What is being asked >> Repeat these records exactly, pictures excluded.

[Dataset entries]

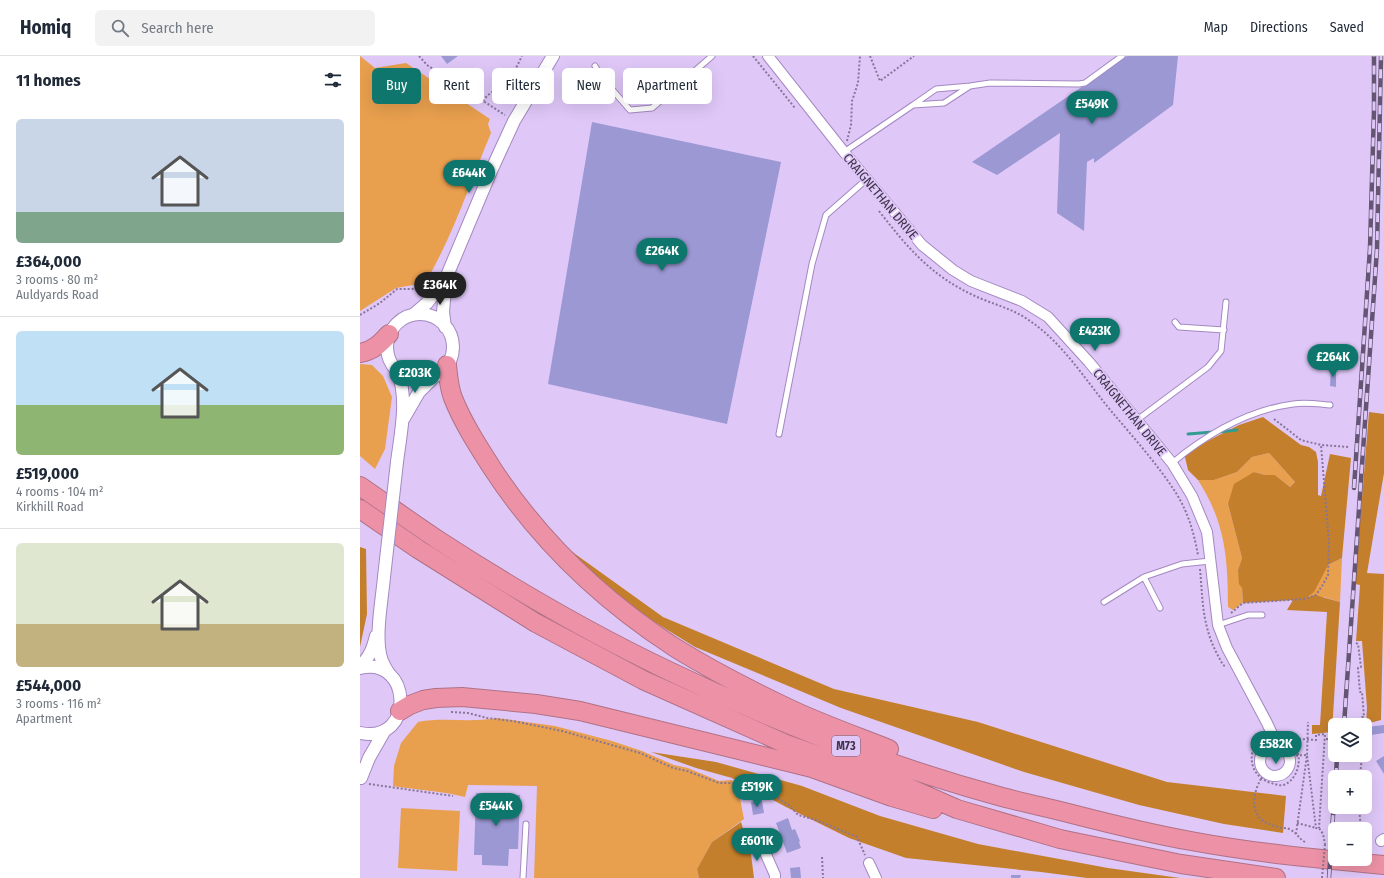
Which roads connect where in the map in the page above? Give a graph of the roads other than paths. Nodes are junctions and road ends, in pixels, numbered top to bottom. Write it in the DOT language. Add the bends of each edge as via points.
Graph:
graph roads {
  1 [pos="553,56"];
  2 [pos="712,56"];
  3 [pos="768,56"];
  4 [pos="1122,56"];
  5 [pos="595,66"];
  6 [pos="970,86"];
  7 [pos="912,105"];
  8 [pos="844,152"];
  9 [pos="867,178"];
  10 [pos="446,278"];
  11 [pos="1226,302"];
  12 [pos="413,315"];
  13 [pos="1175,322"];
  14 [pos="445,327"];
  15 [pos="1224,330"];
  16 [pos="389,334"];
  17 [pos="360,353"];
  18 [pos="442,371"];
  19 [pos="398,372"];
  20 [pos="1330,405"];
  21 [pos="1136,420"];
  22 [pos="403,421"];
  23 [pos="778,434"];
  24 [pos="1172,463"];
  25 [pos="360,486"];
  26 [pos="360,509"];
  27 [pos="1210,561"];
  28 [pos="1144,577"];
  29 [pos="1104,602"];
  30 [pos="1160,608"];
  31 [pos="1262,615"];
  32 [pos="1222,624"];
  33 [pos="379,625"];
  34 [pos="360,667"];
  35 [pos="390,675"];
  36 [pos="400,711"];
  37 [pos="385,730"];
  38 [pos="360,733"];
  39 [pos="1275,742"];
  40 [pos="360,760"];
  41 [pos="361,783"];
  42 [pos="526,824"];
  43 [pos="1119,826"];
  44 [pos="1060,839"];
  45 [pos="760,841"];
  46 [pos="869,863"];
  47 [pos="1384,865"];
  48 [pos="523,878"];
  49 [pos="775,878"];
  50 [pos="876,878"];
  51 [pos="1276,878"];
  1 -- 10 [label="street" via="514,121"];
  2 -- 5 [label="lane" via="652,108 630,110"];
  3 -- 8 [label="street, CRAIGNETHAN DRIVE"];
  4 -- 6 [label="lane" via="1085,83 990,83"];
  6 -- 7 [label="lane" via="936,89"];
  6 -- 7 [label="lane" via="944,103"];
  7 -- 8 [label="lane"];
  8 -- 9 [label="street, CRAIGNETHAN DRIVE"];
  9 -- 21 [label="street, CRAIGNETHAN DRIVE" via="922,245 953,270 971,281 1022,301 1048,317"];
  9 -- 23 [label="lane" via="826,216 812,264"];
  10 -- 12 [label="street" via="427,303"];
  10 -- 14 [label="street" via="443,312"];
  11 -- 15 [label="lane"];
  12 -- 14 [label="street" via="431,316"];
  12 -- 16 [label="street" via="399,322"];
  13 -- 15 [label="lane" via="1179,327"];
  14 -- 18 [label="street" via="452,346 451,356"];
  15 -- 21 [label="lane" via="1221,351 1208,367"];
  16 -- 17 [label="highway" via="372,350"];
  16 -- 19 [label="street" via="388,354 391,364"];
  18 -- 19 [label="street" via="420,380 408,378"];
  18 -- 22 [label="street" via="419,392"];
  18 -- 43 [label="highway" via="464,421 499,479 533,524 608,598 674,647 722,675 822,722 911,757"];
  19 -- 22 [label="street" via="402,388"];
  20 -- 24 [label="lane" via="1294,404 1260,412 1228,425"];
  21 -- 24 [label="street, CRAIGNETHAN DRIVE"];
  22 -- 33 [label="street, bridge"];
  24 -- 27 [label="street, CRAIGNETHAN DRIVE" via="1192,496 1207,532"];
  25 -- 43 [label="highway, M73" via="485,570 559,613 669,671 800,728 906,767 1001,796"];
  26 -- 44 [label="highway, M73" via="536,623 643,680 786,744 907,787 957,809"];
  27 -- 28 [label="lane" via="1182,564"];
  27 -- 32 [label="street, CRAIGNETHAN DRIVE"];
  28 -- 29 [label="lane"];
  28 -- 30 [label="lane"];
  31 -- 32 [label="lane" via="1248,615"];
  32 -- 39 [label="street, CRAIGNETHAN DRIVE" via="1227,648"];
  33 -- 34 [label="street" via="370,655"];
  33 -- 35 [label="street" via="380,654"];
  34 -- 35 [label="street" via="373,667"];
  35 -- 36 [label="street" via="400,692"];
  36 -- 37 [label="street"];
  36 -- 44 [label="highway" via="423,700 462,697 580,711 812,768 892,797 1017,832"];
  37 -- 38 [label="street" via="372,734"];
  37 -- 41 [label="street" via="369,758"];
  39 -- 39 [label="street, CRAIGNETHAN DRIVE" via="1266,748 1261,756 1260,765 1269,775 1274,776 1283,773 1293,756"];
  40 -- 41 [label="street"];
  42 -- 48 [label="lane"];
  43 -- 47 [label="highway, M73" via="1191,841 1314,859"];
  44 -- 51 [label="highway, M73" via="1181,864"];
  45 -- 49 [label="street"];
  46 -- 50 [label="street"];
}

Finished exercise >>
Which roads connect where in the map in the page above? Give a graph of the roads other than paths. Nodes are junctions and road ends, in pixels, numbered top to bottom. Write it in the DOT language. Add the bends of each edge as via points.
Graph:
graph roads {
  1 [pos="553,56"];
  2 [pos="712,56"];
  3 [pos="768,56"];
  4 [pos="1122,56"];
  5 [pos="595,66"];
  6 [pos="970,86"];
  7 [pos="912,105"];
  8 [pos="844,152"];
  9 [pos="867,178"];
  10 [pos="446,278"];
  11 [pos="1226,302"];
  12 [pos="413,315"];
  13 [pos="1175,322"];
  14 [pos="445,327"];
  15 [pos="1224,330"];
  16 [pos="389,334"];
  17 [pos="360,353"];
  18 [pos="442,371"];
  19 [pos="398,372"];
  20 [pos="1330,405"];
  21 [pos="1136,420"];
  22 [pos="403,421"];
  23 [pos="778,434"];
  24 [pos="1172,463"];
  25 [pos="360,486"];
  26 [pos="360,509"];
  27 [pos="1210,561"];
  28 [pos="1144,577"];
  29 [pos="1104,602"];
  30 [pos="1160,608"];
  31 [pos="1262,615"];
  32 [pos="1222,624"];
  33 [pos="379,625"];
  34 [pos="360,667"];
  35 [pos="390,675"];
  36 [pos="400,711"];
  37 [pos="385,730"];
  38 [pos="360,733"];
  39 [pos="1275,742"];
  40 [pos="360,760"];
  41 [pos="361,783"];
  42 [pos="526,824"];
  43 [pos="1119,826"];
  44 [pos="1060,839"];
  45 [pos="760,841"];
  46 [pos="869,863"];
  47 [pos="1384,865"];
  48 [pos="523,878"];
  49 [pos="775,878"];
  50 [pos="876,878"];
  51 [pos="1276,878"];
  1 -- 10 [label="street" via="514,121"];
  2 -- 5 [label="lane" via="652,108 630,110"];
  3 -- 8 [label="street, CRAIGNETHAN DRIVE"];
  4 -- 6 [label="lane" via="1085,83 990,83"];
  6 -- 7 [label="lane" via="936,89"];
  6 -- 7 [label="lane" via="944,103"];
  7 -- 8 [label="lane"];
  8 -- 9 [label="street, CRAIGNETHAN DRIVE"];
  9 -- 21 [label="street, CRAIGNETHAN DRIVE" via="922,245 953,270 971,281 1022,301 1048,317"];
  9 -- 23 [label="lane" via="826,216 812,264"];
  10 -- 12 [label="street" via="427,303"];
  10 -- 14 [label="street" via="443,312"];
  11 -- 15 [label="lane"];
  12 -- 14 [label="street" via="431,316"];
  12 -- 16 [label="street" via="399,322"];
  13 -- 15 [label="lane" via="1179,327"];
  14 -- 18 [label="street" via="452,346 451,356"];
  15 -- 21 [label="lane" via="1221,351 1208,367"];
  16 -- 17 [label="highway" via="372,350"];
  16 -- 19 [label="street" via="388,354 391,364"];
  18 -- 19 [label="street" via="420,380 408,378"];
  18 -- 22 [label="street" via="419,392"];
  18 -- 43 [label="highway" via="464,421 499,479 533,524 608,598 674,647 722,675 822,722 911,757"];
  19 -- 22 [label="street" via="402,388"];
  20 -- 24 [label="lane" via="1294,404 1260,412 1228,425"];
  21 -- 24 [label="street, CRAIGNETHAN DRIVE"];
  22 -- 33 [label="street, bridge"];
  24 -- 27 [label="street, CRAIGNETHAN DRIVE" via="1192,496 1207,532"];
  25 -- 43 [label="highway, M73" via="485,570 559,613 669,671 800,728 906,767 1001,796"];
  26 -- 44 [label="highway, M73" via="536,623 643,680 786,744 907,787 957,809"];
  27 -- 28 [label="lane" via="1182,564"];
  27 -- 32 [label="street, CRAIGNETHAN DRIVE"];
  28 -- 29 [label="lane"];
  28 -- 30 [label="lane"];
  31 -- 32 [label="lane" via="1248,615"];
  32 -- 39 [label="street, CRAIGNETHAN DRIVE" via="1227,648"];
  33 -- 34 [label="street" via="370,655"];
  33 -- 35 [label="street" via="380,654"];
  34 -- 35 [label="street" via="373,667"];
  35 -- 36 [label="street" via="400,692"];
  36 -- 37 [label="street"];
  36 -- 44 [label="highway" via="423,700 462,697 580,711 812,768 892,797 1017,832"];
  37 -- 38 [label="street" via="372,734"];
  37 -- 41 [label="street" via="369,758"];
  39 -- 39 [label="street, CRAIGNETHAN DRIVE" via="1266,748 1261,756 1260,765 1269,775 1274,776 1283,773 1293,756"];
  40 -- 41 [label="street"];
  42 -- 48 [label="lane"];
  43 -- 47 [label="highway, M73" via="1191,841 1314,859"];
  44 -- 51 [label="highway, M73" via="1181,864"];
  45 -- 49 [label="street"];
  46 -- 50 [label="street"];
}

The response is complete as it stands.